Research areas: Ageing, longevity, age-related diseases, proteolysis, proteasome, redox regulation, cellular senescence, C. elegans

Dr. Chondrogianni graduated and obtained her PhD from the Department of Biology of the National and Kapodistrian University of Athens in Greece, while she was a visiting fellow at the Universities Paris 7 in France and Bristol in UK. She conducted her post-doctoral studies at the National Hellenic Research Foundation (NHRF) in Athens focusing on the role of proteasome activation on cellular and organismal lifespan extension. She was trained in the use of C. elegans at the Foundation of Research and Technology-Hellas, Institute of Molecular Biology and Biotechnology in Greece. She established her lab at NHRF in 2009. She focuses on the genetic and environmental factors that govern ageing, longevity and age-related diseases with emphasis on proteasome regulation. She is seeking for natural or chemically-synthesized compounds that may act as proteasome activators and thus may serve as anti-ageing agents and/or as anti-aggregation compounds that can decelerate the progression of various proteinopathies with emphasis on Alzheimer’s disease.

Elah Pick

Research areas: Cell biology, protein biochemistry, proteolysis, redox, the ubiquitin proteasome system

Prof.

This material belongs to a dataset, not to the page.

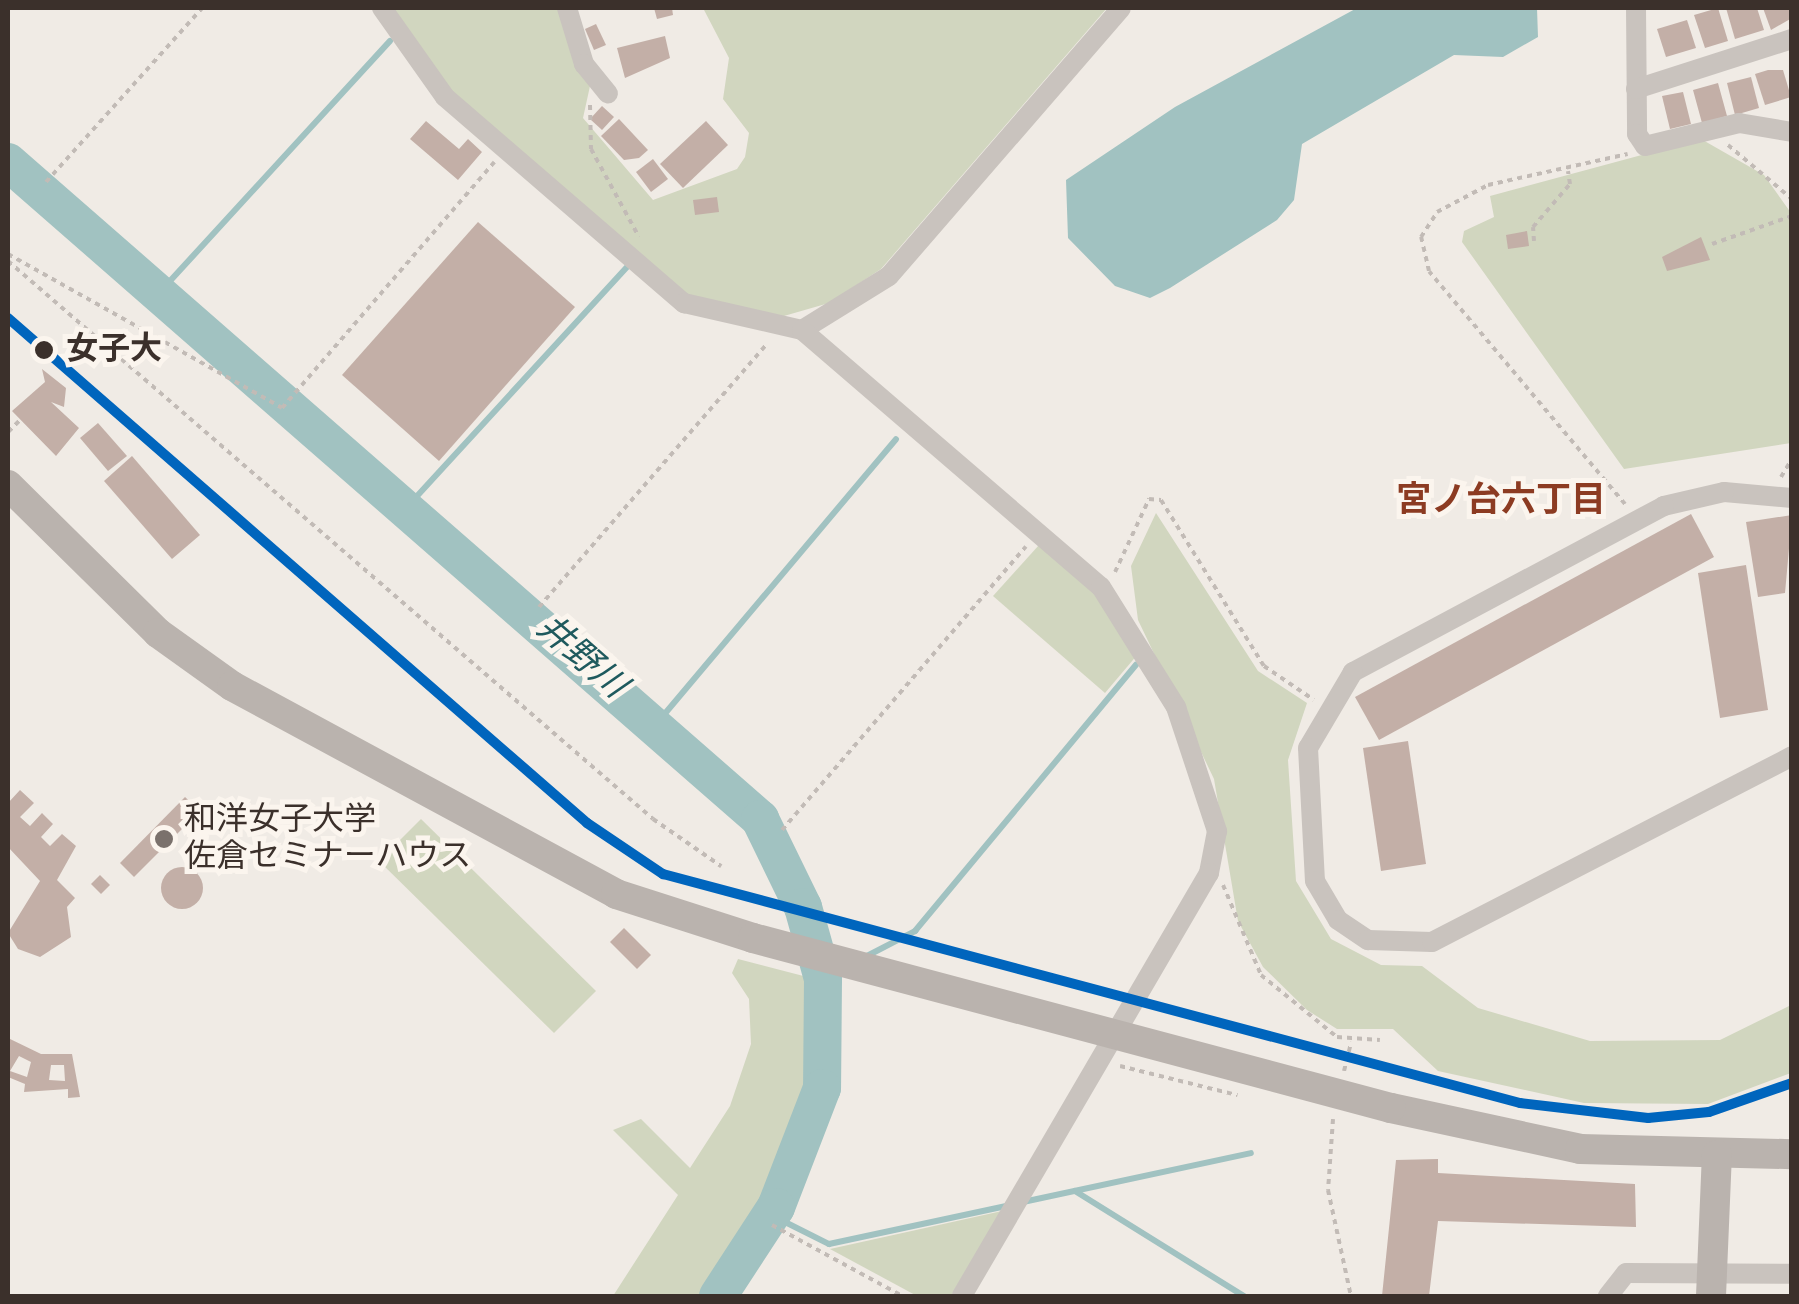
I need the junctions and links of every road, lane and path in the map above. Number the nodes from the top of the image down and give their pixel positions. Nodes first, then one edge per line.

Elah Pick performed her graduate and postdoctoral training in cell Biochemistry, membrane traffic and protein degradation at the Technion – Israel Institute of Technology. She performed a second postdoctoral training at Yale university on a family of genes that regulate the molecular and biochemical mechanisms responsible for cellular responses to external stimuli and stresses. She established her own lab in Israel, at the department for Biology and Environment of the University of Haifa, located at Oranim. Her lab investigates the effect of metabolic and environmental stresses such as oxidation, on the regulation of protein degradation.

Anna Gioran

Research areas: Mitochondria, neurobiology, metabolism proteostatic mechanisms, C. elegans

Dr. Anna Gioran carried out her graduate training at the German Center of Neurodegenerative Diseases (DZNE) in Bonn, Germany. During this time, she studied the effects of mitochondrial deficiency on the morphology of the nematode’s neurons. In her first postdoctoral fellowship she continued at the DZNE and she focused more on mitochondrial deficiencies and specifically on their metabolic implications and manners to rescue its detrimental effects at organismal level. At the time this book was written, she was conducting her second postdoctoral research under the supervision of Dr. Niki Chondrogianni at the National Hellenic Research Foundation in Athens, Greece, focusing on the interplay between proteostatic mechanisms and mitochondrial function.